Analyzing Tagged Content: Is a Multiple Regression Analysis the Right Approach?

I’m working with a relatively small data set that consists of several hundred social media posts, key engagement metrics and up to 10 content “tags” that describe the image of each post. We leveraged Google Vision API along with a manual review to construct the tags. I’ve linked to an example of what we’re working with here (

What I’m trying to do: I would like to leverage a statistically valid methodology to identify which one or more (in combination) of tags tend to perform the best across the data set. It’s easy enough to look at an individual tag and calculate the mean of the KPI, but any suggestions on how to evaluate combinations of tags that yield high performance? It wouldn’t necessarily need to be all tags in combination, but could be 3 out of the 10 perform the best.

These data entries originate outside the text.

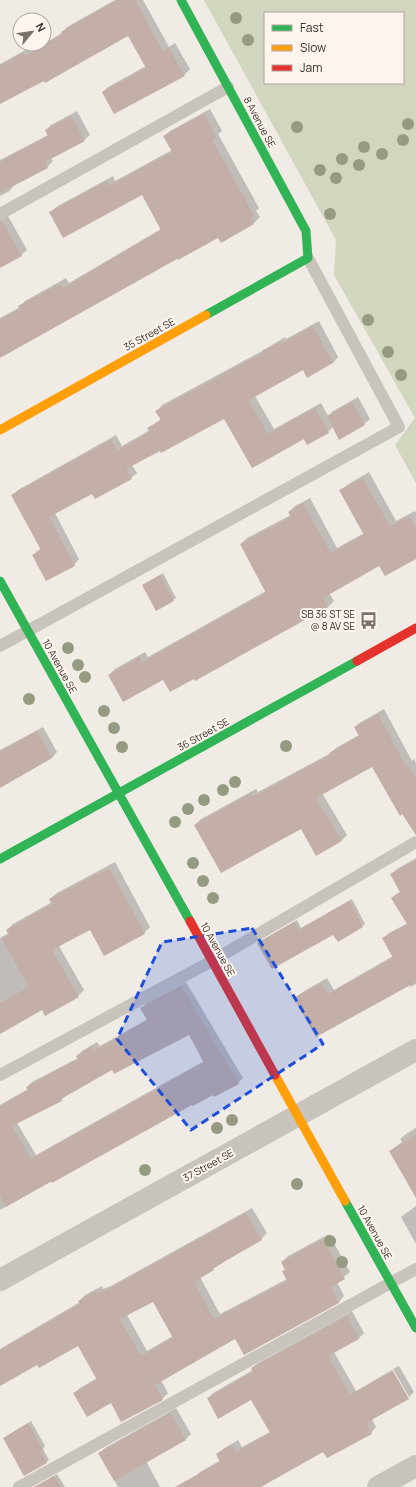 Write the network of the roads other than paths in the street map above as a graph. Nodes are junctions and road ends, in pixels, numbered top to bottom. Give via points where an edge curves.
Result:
1 (181, 0) edge
2 (228, 87) junction
3 (0, 214) edge
4 (308, 258) junction
5 (0, 430) edge
6 (0, 581) edge
7 (416, 628) edge
8 (28, 631) junction
9 (0, 646) edge
10 (118, 793) junction
11 (416, 842) edge
12 (0, 859) edge
13 (212, 962) junction
14 (416, 1050) edge
15 (0, 1075) edge
16 (297, 1115) junction
17 (416, 1269) edge
18 (0, 1280) edge
19 (391, 1283) junction
20 (416, 1328) edge
21 (416, 1466) edge
22 (19, 1487) edge
23 (378, 1487) edge

1 - 2 street, 8 Avenue SE
2 - 3 lane
2 - 4 street, 8 Avenue SE via 306,231
4 - 5 street, 35 Street SE
4 - 8 lane via 399,427
6 - 8 street, 10 Avenue SE
7 - 10 street, 36 Street SE
8 - 9 lane
8 - 10 street, 10 Avenue SE
10 - 12 street, 36 Street SE
10 - 13 street, 10 Avenue SE
11 - 13 lane
13 - 15 lane
13 - 16 street, 10 Avenue SE
14 - 16 street, 37 Street SE
16 - 18 street, 37 Street SE
16 - 19 street, 10 Avenue SE
17 - 19 lane
19 - 20 street, 10 Avenue SE
19 - 22 lane
21 - 23 street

What approach would you recommend to understand what tags are most closely associated with the highest mean KPI score? I’ve been debating whether a multiple regression analysis is best, but looking for some insight on this.

I’ve had a tough time finding any other resources online so any help would be greatly appreciated!
As far as I understood, KPI is your dependent variable -- one you are trying to predict, correct? If so, then note that it is of count type, i.e., it's a non-negative integer value. This implies using count models, such as Poisson or Negative Binomial regressions. Furthermore, your tags are basically words -- these you have to quantify somehow. Otherwise, I don't see a way to analyze them statistically. How many tags do you have? Possibly you could code them somehow, or at least use dummies (e.g., text: 1=yes, 0=no; cartoon: 1=yes, 0=no, etc.)

You can also look at some machine learning algorithms (e.g., singular value decomposition[SVD]) to work with text (tags) data, but that is a slightly different ball game.